DATA SECTION:
________________________

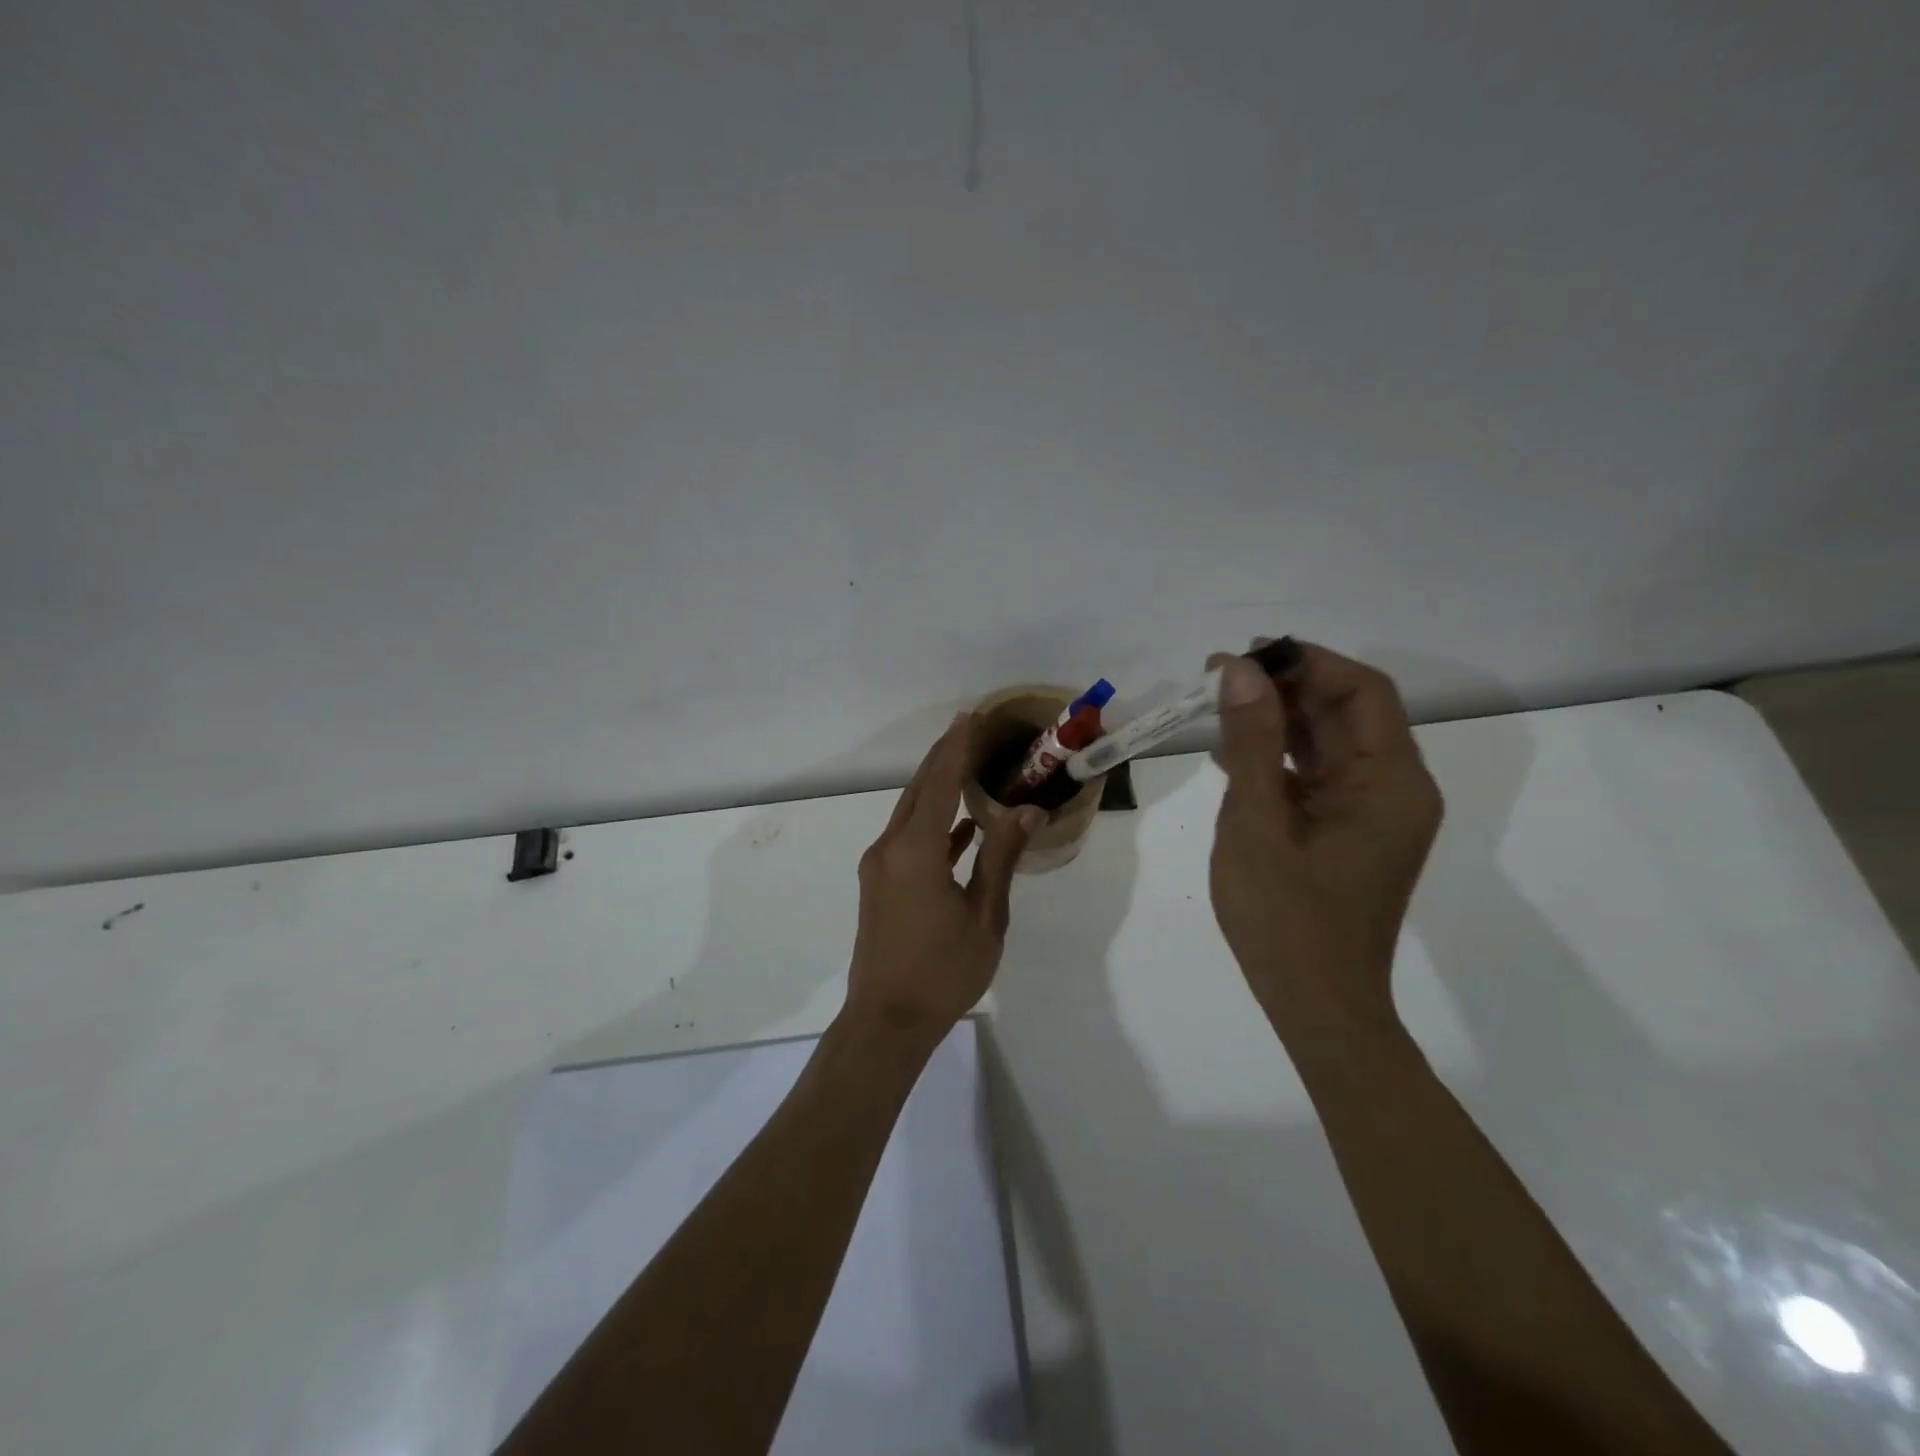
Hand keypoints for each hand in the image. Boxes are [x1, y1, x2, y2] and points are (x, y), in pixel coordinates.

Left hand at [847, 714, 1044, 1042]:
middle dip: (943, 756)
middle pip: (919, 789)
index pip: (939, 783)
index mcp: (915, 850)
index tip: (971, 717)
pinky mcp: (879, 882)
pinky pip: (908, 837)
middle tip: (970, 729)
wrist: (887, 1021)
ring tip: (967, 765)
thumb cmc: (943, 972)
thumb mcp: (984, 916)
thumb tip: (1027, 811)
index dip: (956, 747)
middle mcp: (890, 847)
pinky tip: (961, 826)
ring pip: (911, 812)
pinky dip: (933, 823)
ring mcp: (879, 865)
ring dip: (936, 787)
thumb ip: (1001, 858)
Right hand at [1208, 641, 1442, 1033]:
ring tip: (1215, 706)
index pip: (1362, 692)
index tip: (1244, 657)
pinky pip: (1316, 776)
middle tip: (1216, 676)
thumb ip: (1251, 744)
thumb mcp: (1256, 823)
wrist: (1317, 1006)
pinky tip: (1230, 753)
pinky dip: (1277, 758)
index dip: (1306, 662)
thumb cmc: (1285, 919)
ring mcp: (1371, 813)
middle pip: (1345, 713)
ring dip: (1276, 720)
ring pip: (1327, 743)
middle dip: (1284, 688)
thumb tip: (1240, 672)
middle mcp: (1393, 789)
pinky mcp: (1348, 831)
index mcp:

________________________

ABOUT THIS TASK: From the line that contains "ring tip: (967, 765)" through the final line of the material, copy every line exactly, including both ends.

FINISHED TASK:
ring tip: (967, 765)
thumb cmc: (943, 972)
thumb mcp: (984, 916)
thumb tip: (1027, 811)
index dip: (956, 747)
middle mcp: (890, 847)
pinky tip: (961, 826)
ring pip: (911, 812)
pinky dip: (933, 823)
ring mcp: (879, 865)
ring dip: (936, 787)
thumb ip: (1001, 858)
Right hand at [1208, 641, 1442, 1033]:
ring tip: (1215, 706)
index pip: (1362, 692)
index tip: (1244, 657)
pinky pip: (1316, 776)
middle tip: (1216, 676)
thumb ip: (1251, 744)
thumb mcp: (1256, 823)
wrist: (1317, 1006)
pinky tip: (1230, 753)
pinky dip: (1277, 758)
index dip: (1306, 662)
thumb cmc: (1285, 919)
ring mcp: (1371, 813)
middle pip: (1345, 713)
ring dip: (1276, 720)
ring pip: (1327, 743)
middle dip: (1284, 688)
thumb tip: (1240, 672)
middle mcp: (1393, 789)
pinky mcp: (1348, 831)
index mcp:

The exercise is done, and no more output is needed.